Give an unaltered copy of the listing below, minus its pictures.

-- Excerpted data follows --

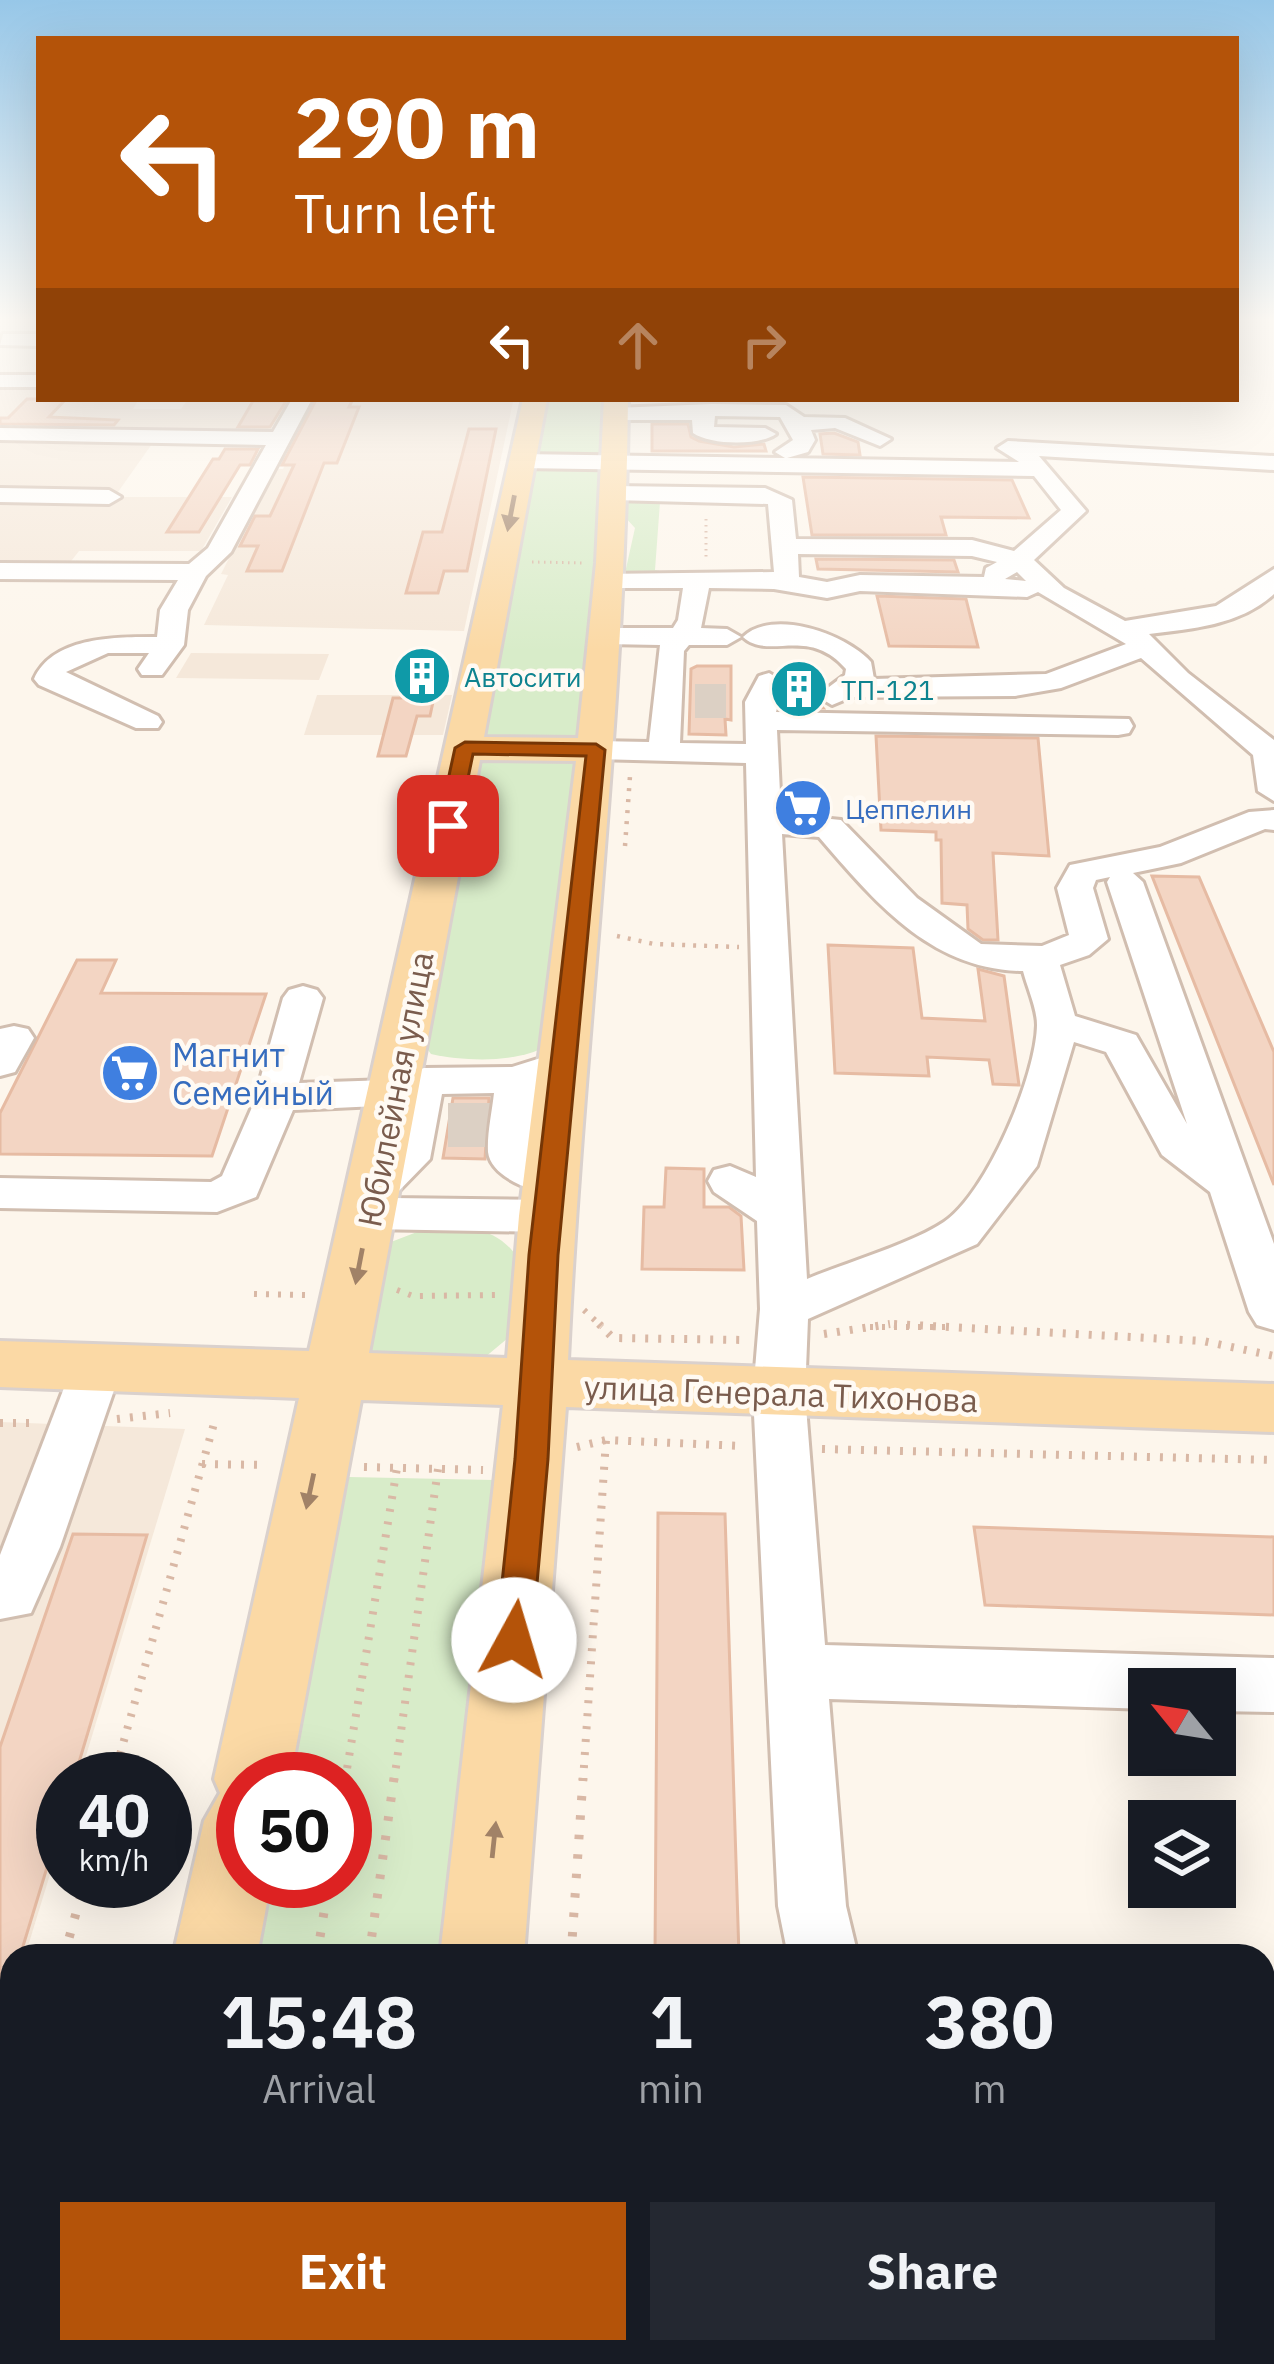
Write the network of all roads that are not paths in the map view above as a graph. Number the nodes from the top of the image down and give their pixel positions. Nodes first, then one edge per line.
1 (286, 432) edge
2 (527, 432) edge
3 (615, 432) edge
4 (704, 432) edge
5 (0, 434) edge
6 (796, 438) junction
7 (283, 439) junction
8 (890, 440) dead end
9 (957, 443) dead end
10 (1274, 443) edge
11 (1016, 448) junction
12 (1186, 459) junction
13 (521, 461) junction
14 (1274, 463) edge
15 (740, 464) junction
16 (1040, 469) junction
17 (614, 478) junction
18 (0, 495) edge
19 (109, 496) dead end
20 (783, 536) junction
21 (972, 548) junction
22 (1019, 560) junction
23 (0, 571) edge
24 (195, 572) junction
25 (602, 572) junction
26 (1274, 577) edge
27 (691, 578) junction
28 (774, 581) junction
29 (980, 584) junction
30 (1055, 594) junction
31 (605, 636) junction
32 (682, 636) junction
33 (1132, 639) junction
34 (1051, 682) junction
35 (844, 688) junction
36 (742, 710) junction
37 (147, 722) dead end
38 (465, 748) junction
39 (596, 750) junction
40 (1272, 750) edge
41 (664, 752) junction
42 (1274, 791) edge
43 (1274, 820) edge
44 (764, 823) junction
45 (1125, 882) dead end
46 (1039, 960) junction
47 (303, 998) dead end
48 (1057, 1023) junction
49 (563, 1064) junction
50 (516, 1081) junction
51 (272, 1102) junction
52 (420, 1106) junction
53 (730, 1181) dead end
54 (1231, 1185) junction
55 (0, 1192) edge
56 (549, 1199) junction
57 (372, 1201) junction
58 (779, 1214) junction
59 (1274, 1312) edge
60 (0, 1364) edge
61 (97, 1367) junction
62 (782, 1373) junction
63 (334, 1377) junction
64 (535, 1384) junction
65 (1274, 1408) edge
66 (16, 1579) edge
67 (797, 1671) junction
68 (1274, 1685) edge
69 (258, 1752) edge
70 (225, 1908) edge
71 (217, 1944) edge
72 (483, 1944) edge
73 (820, 1944) edge

1 - 7 street
2 - 13 main road, Юбилейная улица
3 - 17 main road
4 - 6 street
5 - 7 street
6 - 8 street
6 - 15 street
7 - 24 street
9 - 11 street
10 - 12 street
11 - 12 street
11 - 16 street
12 - 14 street
13 - 17 street
13 -> 38 main road, Юбилейная улица
15 - 16 street
15 - 17 street
16 - 22 street
17 - 20 street
17 - 25 main road
18 - 19 street
20 - 21 street
20 - 28 street
21 - 22 street
21 - 29 street
22 - 29 street
22 - 30 street
23 - 24 street
24 - 37 street
25 - 27 street
25 - 31 main road
26 - 33 street
27 - 28 street
27 - 32 street
28 - 29 street
29 - 30 street
30 - 33 street
31 - 32 street
31 - 39 main road
32 - 35 street
32 - 36 street
33 - 34 street
33 - 40 street
34 - 35 street
34 - 36 street
35 - 36 street
36 - 41 street
36 - 41 street
36 - 44 street
38 - 39 main road
38 - 52 main road, Юбилейная улица
39 - 41 street
39 - 49 main road
40 - 42 street
43 - 46 street
44 - 46 street
44 - 58 street
45 - 54 street
46 - 48 street
47 - 51 street
48 - 54 street
48 - 62 street
49 - 50 street
49 - 56 main road
50 - 52 street
50 - 56 street
51 - 52 street
51 - 55 street
52 - 57 street
53 - 58 street
54 - 59 street
56 - 57 street
56 - 64 main road
57 -> 63 main road, Юбилейная улица
58 - 62 street
60 - 61 main road, улица Генерала Тихонова
61 - 63 main road, улица Генерала Тихонова
61 - 66 street
62 - 64 main road, улица Генерала Тихонова
62 - 65 main road, улица Генерала Тихонова
62 - 67 street
63 - 64 main road, улица Генерала Тихонова
63 -> 69 main road, Юбилейная улица
72 -> 64 main road
67 - 68 street
67 - 73 street
70 - 71 main road

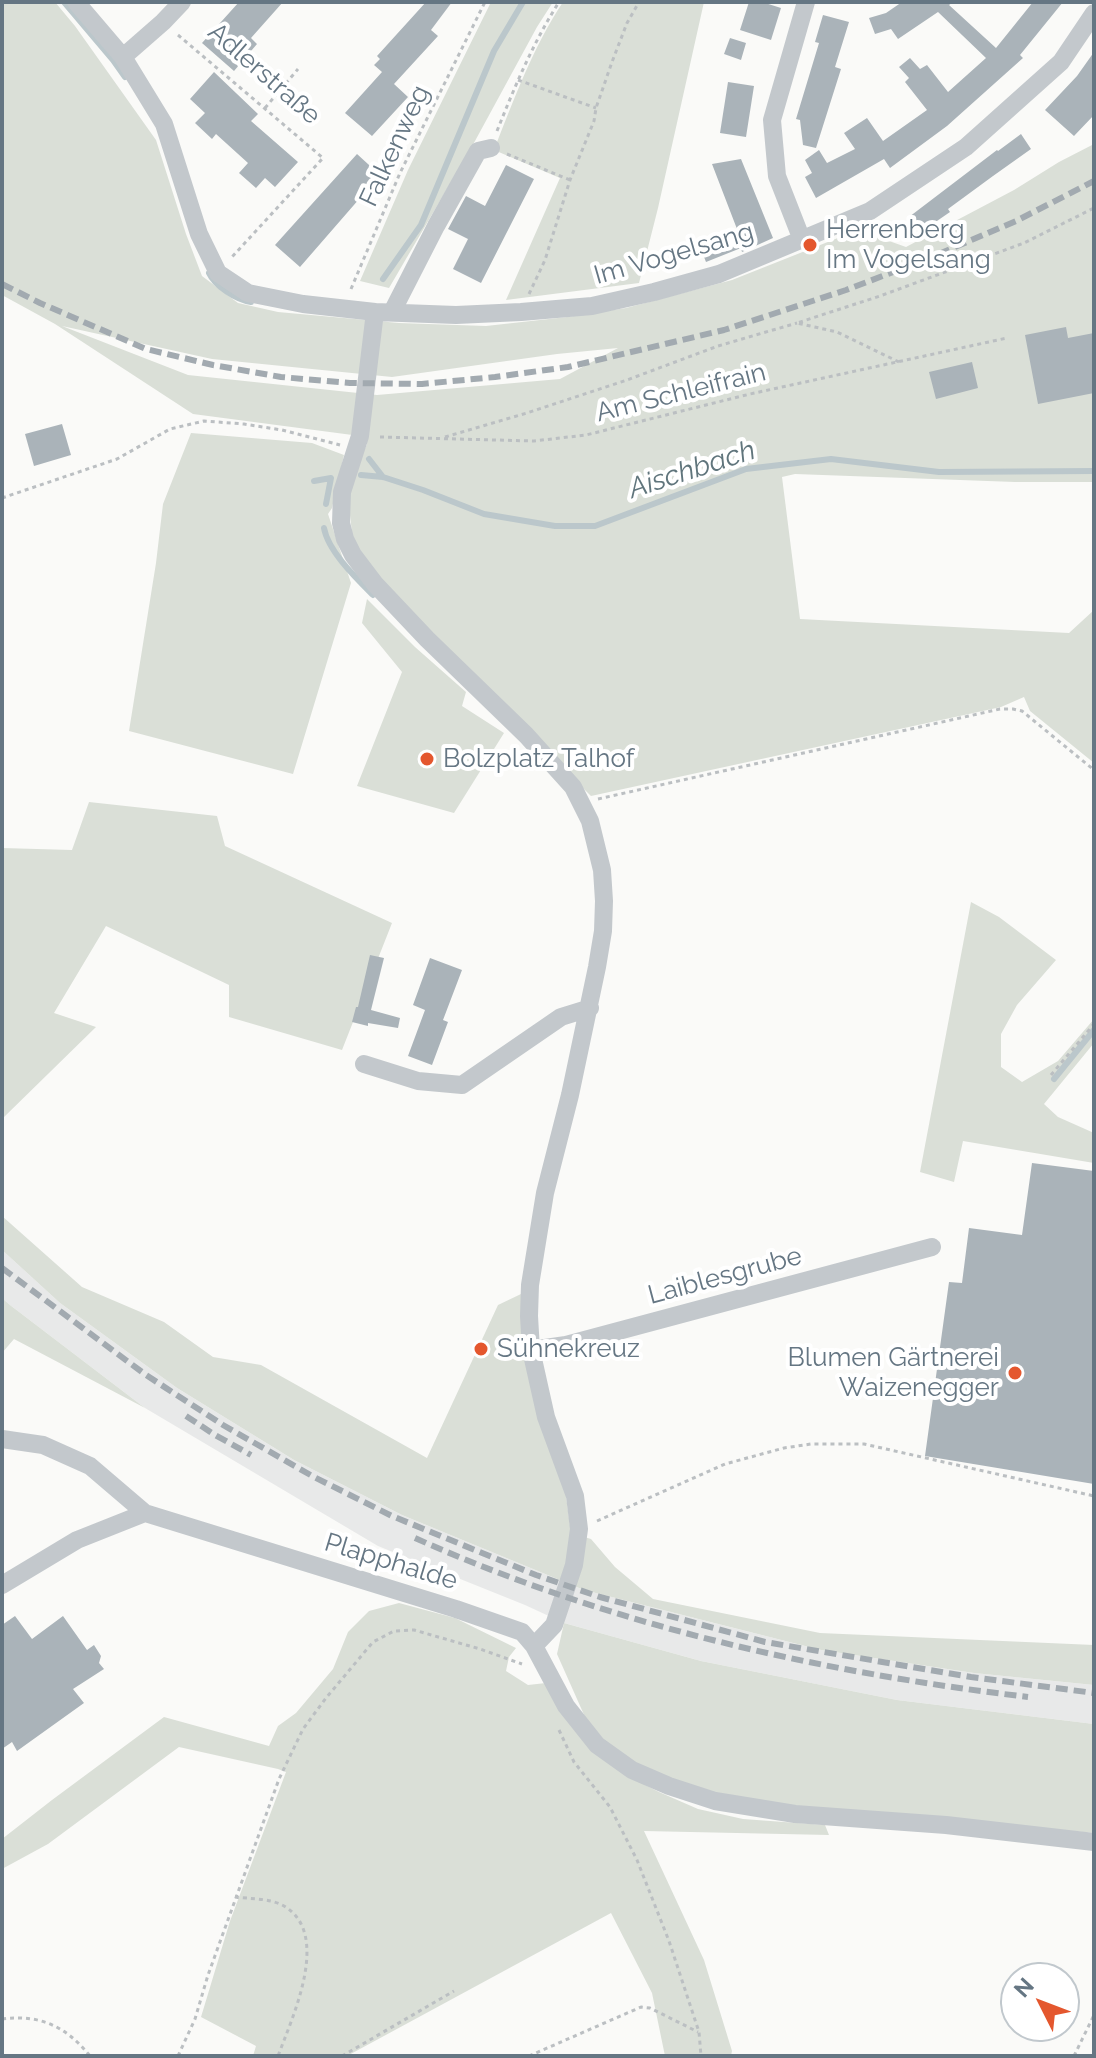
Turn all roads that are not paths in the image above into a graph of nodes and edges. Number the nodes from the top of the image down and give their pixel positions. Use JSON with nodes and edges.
{"nodes":[{"id":1,"x":76,"y":2,"type":"edge"},
{"id":2,"x":182,"y":2,"type":"edge"},
{"id":3,"x":806,"y":2,"type":"edge"},
{"id":4,"x":1094,"y":13,"type":"edge"},
{"id":5,"x":123,"y":57,"type":"junction"},
{"id":6,"x":491,"y":148,"type":"road end"},
{"id":7,"x":802,"y":240,"type":"junction"},
{"id":8,"x":384,"y":312,"type":"junction"},
{"id":9,"x":590,"y":1008,"type":"junction"},
{"id":10,"x":364,"y":1064,"type":"dead end"},
{"id":11,"x":932,"y":1247,"type":"dead end"},
{"id":12,"x":531,"y":1350,"type":"junction"},
{"id":13,"x":2,"y":1439,"type":"edge"},
{"id":14,"x":145,"y":1513,"type":"junction"},
{"id":15,"x":2,"y":1585,"type":"edge"},
{"id":16,"x":534,"y":1646,"type":"junction"},
{"id":17,"x":1089,"y":1844,"type":"edge"}],
"edges":[{"from":1,"to":5,"type":"street"},
{"from":2,"to":5,"type":"street"},
{"from":3,"to":7,"type":"street"},
{"from":4,"to":7,"type":"street","name":"Im Vogelsang"},
{"from":5,"to":8,"type":"street","name":"Im Vogelsang"},
{"from":6,"to":8,"type":"street"},
{"from":7,"to":8,"type":"street","name":"Im Vogelsang"},
{"from":8,"to":9,"type":"street"},
{"from":9,"to":10,"type":"street"},
{"from":9,"to":12,"type":"street"},
{"from":11,"to":12,"type":"street","name":"Laiblesgrube"},
{"from":12,"to":16,"type":"street"},
{"from":13,"to":14,"type":"street","name":"Plapphalde"},
{"from":14,"to":15,"type":"street"},
{"from":14,"to":16,"type":"street","name":"Plapphalde"},
{"from":16,"to":17,"type":"street","name":"Plapphalde"}]}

-- Excerpted data concluded --

- **Solution**:
Write the network of all roads that are not paths in the map view above as a graph. Number the nodes from the top of the image down and give their pixel positions. Nodes first, then one edge per line.
1 (286, 432) edge
2 (527, 432) edge
3 (615, 432) edge
4 (704, 432) edge
5 (0, 434) edge
6 (796, 438) junction
7 (283, 439) junction
8 (890, 440) dead end
9 (957, 443) dead end
10 (1274, 443) edge
11 (1016, 448) junction
12 (1186, 459) junction
13 (521, 461) junction
14 (1274, 463) edge
15 (740, 464) junction
16 (1040, 469) junction
17 (614, 478) junction
18 (0, 495) edge
19 (109, 496) dead end
20 (783, 536) junction
21 (972, 548) junction
22 (1019, 560) junction
23 (0, 571) edge
24 (195, 572) junction
25 (602, 572) junction
26 (1274, 577) edge
27 (691, 578) junction
28 (774, 581) junction
29 (980, 584) junction
30 (1055, 594) junction
31 (605, 636) junction
32 (682, 636) junction
33 (1132, 639) junction
34 (1051, 682) junction
35 (844, 688) junction
36 (742, 710) junction
37 (147, 722) dead end
38 (465, 748) junction
39 (596, 750) junction
40 (1272, 750) edge
41 (664, 752) junction
42 (1274, 791) edge
43 (1274, 820) edge
44 (764, 823) junction
45 (1125, 882) dead end
46 (1039, 960) junction
47 (303, 998) dead end
48 (1057, 1023) junction
49 (563, 1064) junction
50 (516, 1081) junction
51 (272, 1102) junction
52 (420, 1106) junction
53 (730, 1181) dead end
54 (1231, 1185) junction
55 (0, 1192) edge
56 (549, 1199) junction
57 (372, 1201) junction
58 (779, 1214) junction
59 (1274, 1312) edge
60 (0, 1364) edge
61 (97, 1367) junction
62 (782, 1373) junction
63 (334, 1377) junction
64 (535, 1384) junction
65 (1274, 1408) edge
66 (16, 1579) edge
67 (797, 1671) junction
68 (1274, 1685) edge
69 (258, 1752) edge
70 (225, 1908) edge
71 (217, 1944) edge
72 (483, 1944) edge
73 (820, 1944) edge

1 - 7 street
2 - 13 main road, Юбилейная улица
3 - 17 main road
4 - 6 street
5 - 7 street
6 - 8 street
6 - 15 street
7 - 24 street
9 - 11 street
10 - 12 street
11 - 12 street
11 - 16 street
12 - 14 street
13 - 17 street
13 -> 38 main road, Юбилейная улица
15 - 16 street
15 - 17 street
16 - 22 street
17 - 20 street
17 - 25 main road
18 - 19 street
20 - 21 street
20 - 28 street
21 - 22 street
21 - 29 street
22 - 29 street
22 - 30 street
23 - 24 street
24 - 37 street
25 - 27 street
25 - 31 main road
26 - 33 street
27 - 28 street
27 - 32 street
28 - 29 street
29 - 30 street
30 - 33 street
31 - 32 street
31 - 39 main road
32 - 35 street
32 - 36 street
33 - 34 street
33 - 40 street
34 - 35 street
34 - 36 street
35 - 36 street
36 - 41 street
36 - 41 street
36 - 44 street
38 - 39 main road
38 - 52 main road, Юбилейная улица
39 - 41 street
39 - 49 main road
40 - 42 street
43 - 46 street
44 - 46 street
44 - 58 street
45 - 54 street
46 - 48 street
47 - 51 street
48 - 54 street
48 - 62 street
49 - 50 street
49 - 56 main road
50 - 52 street
50 - 56 street
51 - 52 street
51 - 55 street
52 - 57 street
53 - 58 street
54 - 59 street
56 - 57 street
56 - 64 main road
57 -> 63 main road, Юбилейная улица
58 - 62 street
60 - 61 main road, улица Генерала Тихонова
61 - 63 main road, улица Генерала Тихонова
61 - 66 street
62 - 64 main road, улица Генерала Тихонова
62 - 65 main road, улица Генерала Тихонова
62 - 67 street
63 - 64 main road, улица Генерала Тихонова
63 -> 69 main road, Юбилейная улица
72 -> 64 main road
67 - 68 street
67 - 73 street
70 - 71 main road

Turn all roads that are not paths in the image above into a graph of nodes and edges. Number the nodes from the top of the image down and give their pixel positions. Use JSON with nodes and edges.
{"nodes":[{"id":1,"x":76,"y":2,"type":"edge"},
{"id":2,"x":182,"y":2,"type":"edge"},
{"id":3,"x":806,"y":2,"type":"edge"},
{"id":4,"x":1094,"y":13,"type":"edge"},
{"id":5,"x":123,"y":57,"type":"junction"},
{"id":6,"x":491,"y":148,"type":"road end"},
{"id":7,"x":802,"y":240,"type":"junction"},
{"id":8,"x":384,"y":312,"type":"junction"},
{"id":9,"x":590,"y":1008,"type":"junction"},
{"id":10,"x":364,"y":1064,"type":"dead end"},
{"id":11,"x":932,"y":1247,"type":"dead end"},
{"id":12,"x":531,"y":1350,"type":"junction"},
{"id":13,"x":2,"y":1439,"type":"edge"},
{"id":14,"x":145,"y":1513,"type":"junction"},
{"id":15,"x":2,"y":1585,"type":"edge"},
{"id":16,"x":534,"y":1646,"type":"junction"},
{"id":17,"x":1089,"y":1844,"type":"edge"}],
"edges":[{"from":1,"to":5,"type":"street"},
{"from":2,"to":5,"type":"street"},
{"from":3,"to":7,"type":"street"},
{"from":4,"to":7,"type":"street","name":"Im Vogelsang"},
{"from":5,"to":8,"type":"street","name":"Im Vogelsang"},
{"from":6,"to":8,"type":"street"},
{"from":7,"to":8,"type":"street","name":"Im Vogelsang"},
{"from":8,"to":9,"type":"street"},
{"from":9,"to":10,"type":"street"},
{"from":9,"to":12,"type":"street"},
{"from":11,"to":12,"type":"street","name":"Laiblesgrube"},
{"from":12,"to":16,"type":"street"},
{"from":13,"to":14,"type":"street","name":"Plapphalde"},
{"from":14,"to":15,"type":"street"},
{"from":14,"to":16,"type":"street","name":"Plapphalde"},
{"from":16,"to":17,"type":"street","name":"Plapphalde"}]}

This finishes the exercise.